Monday, April 22, 2013

Paul Stanley Stage Banter - 45 Minutes of Hilarity

I don't know if this is so funny because it's his isolated vocal track, which means in some cases it sounds like he's yelling in his bathroom, or because when presented as a 45 minute string, the absurdity is considerably augmented.

The write-up from KISS Asylum where I sourced this is equally funny because it does a quick snap judgement psychosis analysis on Mr. Stanley based on the various recurring themes in his stage banter. Either way you slice it, it's classic - enjoy.

Friday, April 19, 2013

Musings from the 2013 Rock and Roll Hall of Fame Ceremony

The 2013 Rock and Roll Hall of Fame show was for the most part a five hour thrill ride with a really boring middle segment.

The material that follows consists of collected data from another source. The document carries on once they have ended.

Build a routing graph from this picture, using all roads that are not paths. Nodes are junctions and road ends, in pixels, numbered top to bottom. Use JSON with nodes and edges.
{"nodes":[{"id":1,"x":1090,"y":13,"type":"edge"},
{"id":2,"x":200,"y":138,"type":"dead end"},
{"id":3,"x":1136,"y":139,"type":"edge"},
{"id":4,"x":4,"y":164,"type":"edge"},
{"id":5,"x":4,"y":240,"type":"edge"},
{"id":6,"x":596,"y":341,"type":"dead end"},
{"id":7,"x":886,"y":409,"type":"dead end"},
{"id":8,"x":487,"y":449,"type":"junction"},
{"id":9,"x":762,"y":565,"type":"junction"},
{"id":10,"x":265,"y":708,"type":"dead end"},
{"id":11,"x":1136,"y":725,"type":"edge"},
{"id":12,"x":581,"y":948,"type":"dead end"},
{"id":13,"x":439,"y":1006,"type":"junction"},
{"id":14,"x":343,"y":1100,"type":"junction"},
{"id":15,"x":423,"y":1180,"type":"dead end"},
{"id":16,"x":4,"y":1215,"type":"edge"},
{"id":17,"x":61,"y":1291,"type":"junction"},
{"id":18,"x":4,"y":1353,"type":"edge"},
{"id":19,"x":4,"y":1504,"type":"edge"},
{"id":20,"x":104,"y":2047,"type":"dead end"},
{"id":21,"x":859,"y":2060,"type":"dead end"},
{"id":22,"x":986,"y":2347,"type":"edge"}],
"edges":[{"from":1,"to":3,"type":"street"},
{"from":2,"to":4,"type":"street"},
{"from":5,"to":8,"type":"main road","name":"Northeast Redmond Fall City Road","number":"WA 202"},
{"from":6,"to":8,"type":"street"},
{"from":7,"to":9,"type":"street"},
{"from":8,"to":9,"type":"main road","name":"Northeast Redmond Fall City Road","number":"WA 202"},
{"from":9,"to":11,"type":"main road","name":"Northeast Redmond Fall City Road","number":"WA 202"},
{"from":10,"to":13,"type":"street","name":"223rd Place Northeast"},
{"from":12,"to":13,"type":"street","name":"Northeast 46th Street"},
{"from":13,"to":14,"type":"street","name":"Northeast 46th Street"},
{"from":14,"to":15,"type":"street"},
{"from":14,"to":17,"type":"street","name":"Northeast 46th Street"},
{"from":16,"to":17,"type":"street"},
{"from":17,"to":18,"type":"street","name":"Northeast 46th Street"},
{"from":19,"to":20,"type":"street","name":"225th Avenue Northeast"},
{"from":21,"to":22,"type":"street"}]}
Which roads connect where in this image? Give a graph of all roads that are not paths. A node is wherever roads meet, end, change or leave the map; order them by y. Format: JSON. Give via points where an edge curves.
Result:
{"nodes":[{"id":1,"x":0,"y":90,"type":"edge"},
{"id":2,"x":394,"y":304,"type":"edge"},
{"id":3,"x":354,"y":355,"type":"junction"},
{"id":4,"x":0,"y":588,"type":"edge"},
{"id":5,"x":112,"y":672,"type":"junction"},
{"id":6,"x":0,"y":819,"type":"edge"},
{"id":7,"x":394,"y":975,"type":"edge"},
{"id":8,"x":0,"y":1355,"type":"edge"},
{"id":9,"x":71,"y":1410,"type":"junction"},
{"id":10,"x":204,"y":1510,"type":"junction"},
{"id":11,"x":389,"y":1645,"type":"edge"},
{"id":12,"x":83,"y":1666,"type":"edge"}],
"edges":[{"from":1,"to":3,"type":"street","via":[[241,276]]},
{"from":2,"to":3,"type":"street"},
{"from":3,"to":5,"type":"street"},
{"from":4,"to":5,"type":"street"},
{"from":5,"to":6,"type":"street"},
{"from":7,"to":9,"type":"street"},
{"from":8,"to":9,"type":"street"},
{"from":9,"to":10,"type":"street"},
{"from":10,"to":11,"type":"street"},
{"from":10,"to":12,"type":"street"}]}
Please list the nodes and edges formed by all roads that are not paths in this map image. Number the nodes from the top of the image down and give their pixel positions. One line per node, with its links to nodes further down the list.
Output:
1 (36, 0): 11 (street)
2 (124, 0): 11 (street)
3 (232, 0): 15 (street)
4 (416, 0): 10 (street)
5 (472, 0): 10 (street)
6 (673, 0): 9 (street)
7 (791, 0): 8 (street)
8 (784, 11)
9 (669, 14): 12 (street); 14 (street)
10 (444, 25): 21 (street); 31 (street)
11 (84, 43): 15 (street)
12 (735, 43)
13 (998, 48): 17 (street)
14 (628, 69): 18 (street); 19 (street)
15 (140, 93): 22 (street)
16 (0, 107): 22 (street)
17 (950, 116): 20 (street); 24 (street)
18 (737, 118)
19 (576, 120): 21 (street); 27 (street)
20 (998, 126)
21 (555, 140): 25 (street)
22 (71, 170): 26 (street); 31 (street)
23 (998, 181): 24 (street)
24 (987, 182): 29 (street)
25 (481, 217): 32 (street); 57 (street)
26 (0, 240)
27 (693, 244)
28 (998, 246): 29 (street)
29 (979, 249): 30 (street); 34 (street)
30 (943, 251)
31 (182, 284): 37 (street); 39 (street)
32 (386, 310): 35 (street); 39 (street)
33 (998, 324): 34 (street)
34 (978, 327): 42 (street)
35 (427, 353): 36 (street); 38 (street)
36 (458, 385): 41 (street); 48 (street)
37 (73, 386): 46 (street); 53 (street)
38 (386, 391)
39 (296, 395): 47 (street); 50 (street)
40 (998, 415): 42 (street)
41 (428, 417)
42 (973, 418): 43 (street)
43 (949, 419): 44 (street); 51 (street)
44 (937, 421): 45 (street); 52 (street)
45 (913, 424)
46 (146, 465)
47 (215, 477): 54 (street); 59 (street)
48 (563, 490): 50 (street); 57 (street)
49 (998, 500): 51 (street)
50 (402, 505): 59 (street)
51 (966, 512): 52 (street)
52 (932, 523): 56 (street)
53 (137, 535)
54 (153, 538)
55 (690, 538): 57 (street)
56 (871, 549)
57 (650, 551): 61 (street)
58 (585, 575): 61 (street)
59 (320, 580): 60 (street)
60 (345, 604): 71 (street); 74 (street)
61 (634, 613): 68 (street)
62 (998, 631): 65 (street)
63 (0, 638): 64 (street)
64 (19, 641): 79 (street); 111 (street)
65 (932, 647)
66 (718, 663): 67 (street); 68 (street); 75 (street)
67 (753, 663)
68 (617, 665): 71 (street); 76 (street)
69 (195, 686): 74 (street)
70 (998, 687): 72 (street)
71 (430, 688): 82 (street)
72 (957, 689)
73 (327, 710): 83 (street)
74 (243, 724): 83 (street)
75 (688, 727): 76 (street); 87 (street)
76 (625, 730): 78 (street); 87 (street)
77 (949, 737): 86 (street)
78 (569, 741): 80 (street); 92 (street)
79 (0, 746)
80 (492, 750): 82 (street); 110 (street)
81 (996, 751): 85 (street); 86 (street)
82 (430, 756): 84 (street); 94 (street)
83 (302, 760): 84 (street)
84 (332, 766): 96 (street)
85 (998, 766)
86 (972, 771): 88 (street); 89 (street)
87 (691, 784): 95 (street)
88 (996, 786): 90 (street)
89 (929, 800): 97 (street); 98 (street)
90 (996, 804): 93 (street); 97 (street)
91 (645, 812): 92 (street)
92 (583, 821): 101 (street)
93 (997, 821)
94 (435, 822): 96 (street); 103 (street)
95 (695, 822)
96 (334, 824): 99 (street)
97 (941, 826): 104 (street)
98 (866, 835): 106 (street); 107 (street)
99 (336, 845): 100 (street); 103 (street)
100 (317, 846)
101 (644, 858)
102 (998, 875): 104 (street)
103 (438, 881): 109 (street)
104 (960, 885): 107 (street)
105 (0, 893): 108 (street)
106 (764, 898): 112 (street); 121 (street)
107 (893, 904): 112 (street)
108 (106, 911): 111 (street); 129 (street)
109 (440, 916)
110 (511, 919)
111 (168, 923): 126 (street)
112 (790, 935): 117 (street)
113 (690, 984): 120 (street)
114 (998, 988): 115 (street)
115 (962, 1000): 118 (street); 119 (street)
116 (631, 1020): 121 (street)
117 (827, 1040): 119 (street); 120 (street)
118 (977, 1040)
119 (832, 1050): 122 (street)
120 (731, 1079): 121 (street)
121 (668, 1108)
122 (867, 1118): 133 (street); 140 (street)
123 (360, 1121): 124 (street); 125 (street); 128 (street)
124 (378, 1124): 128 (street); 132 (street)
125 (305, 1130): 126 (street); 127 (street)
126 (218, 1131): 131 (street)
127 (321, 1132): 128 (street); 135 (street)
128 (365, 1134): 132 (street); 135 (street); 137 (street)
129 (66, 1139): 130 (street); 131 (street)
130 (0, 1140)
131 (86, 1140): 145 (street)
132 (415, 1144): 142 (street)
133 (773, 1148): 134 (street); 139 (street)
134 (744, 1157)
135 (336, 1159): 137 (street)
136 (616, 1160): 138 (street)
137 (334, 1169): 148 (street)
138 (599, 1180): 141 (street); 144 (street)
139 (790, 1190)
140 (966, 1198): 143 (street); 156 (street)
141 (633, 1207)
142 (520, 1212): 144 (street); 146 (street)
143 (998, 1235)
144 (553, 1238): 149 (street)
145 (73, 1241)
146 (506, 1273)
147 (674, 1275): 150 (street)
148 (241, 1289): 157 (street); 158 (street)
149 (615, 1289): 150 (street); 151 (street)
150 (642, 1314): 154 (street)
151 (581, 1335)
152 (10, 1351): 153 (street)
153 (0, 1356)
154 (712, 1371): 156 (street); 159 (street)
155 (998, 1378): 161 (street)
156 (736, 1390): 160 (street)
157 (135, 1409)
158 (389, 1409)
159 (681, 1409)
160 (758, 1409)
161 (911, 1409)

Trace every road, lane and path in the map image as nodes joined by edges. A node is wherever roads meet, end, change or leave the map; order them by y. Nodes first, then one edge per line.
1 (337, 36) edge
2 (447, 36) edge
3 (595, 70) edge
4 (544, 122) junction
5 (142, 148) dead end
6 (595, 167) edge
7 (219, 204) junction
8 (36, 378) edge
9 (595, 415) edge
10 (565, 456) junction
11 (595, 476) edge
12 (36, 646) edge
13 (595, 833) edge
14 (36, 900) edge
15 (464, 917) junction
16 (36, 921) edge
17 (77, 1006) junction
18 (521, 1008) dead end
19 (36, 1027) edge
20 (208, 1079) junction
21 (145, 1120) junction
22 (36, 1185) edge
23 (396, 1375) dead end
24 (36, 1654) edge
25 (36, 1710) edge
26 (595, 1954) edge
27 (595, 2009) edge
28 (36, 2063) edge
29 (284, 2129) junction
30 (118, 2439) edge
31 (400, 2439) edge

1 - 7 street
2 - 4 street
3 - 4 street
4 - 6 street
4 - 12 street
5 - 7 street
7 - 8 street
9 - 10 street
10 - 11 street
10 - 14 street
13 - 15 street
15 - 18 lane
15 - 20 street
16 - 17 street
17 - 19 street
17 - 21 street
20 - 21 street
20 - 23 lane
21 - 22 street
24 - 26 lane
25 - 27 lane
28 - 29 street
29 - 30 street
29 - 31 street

Of course the whole reason I was there was for Rush but there was a lot of talent in the theater and overall (except for that middle piece) it was a well-paced, well-produced night.

Rush fans were by far the most prevalent in the audience. There were acres of Rush shirts and, shall we say, lots of energy.

Take for example the first ten minutes of the show. Rolling Stone founder and target for the ire of many a Rush fan Jann Wenner strolled out to give a fairly canned intro/welcome speech. He was booed by the audience. It will be interesting to see if they fix that in the HBO broadcast next month. What they won’t be able to fix is how absolutely BATSHIT the audience went when Wenner read down the names of the inductees and got to Rush.

It was absolutely deafening. The entire house rose to its feet and screamed for at least two or three minutes while Wenner stood there, amazed. I don’t know that the Hall has seen anything quite like it, to be honest. I do think he got the message.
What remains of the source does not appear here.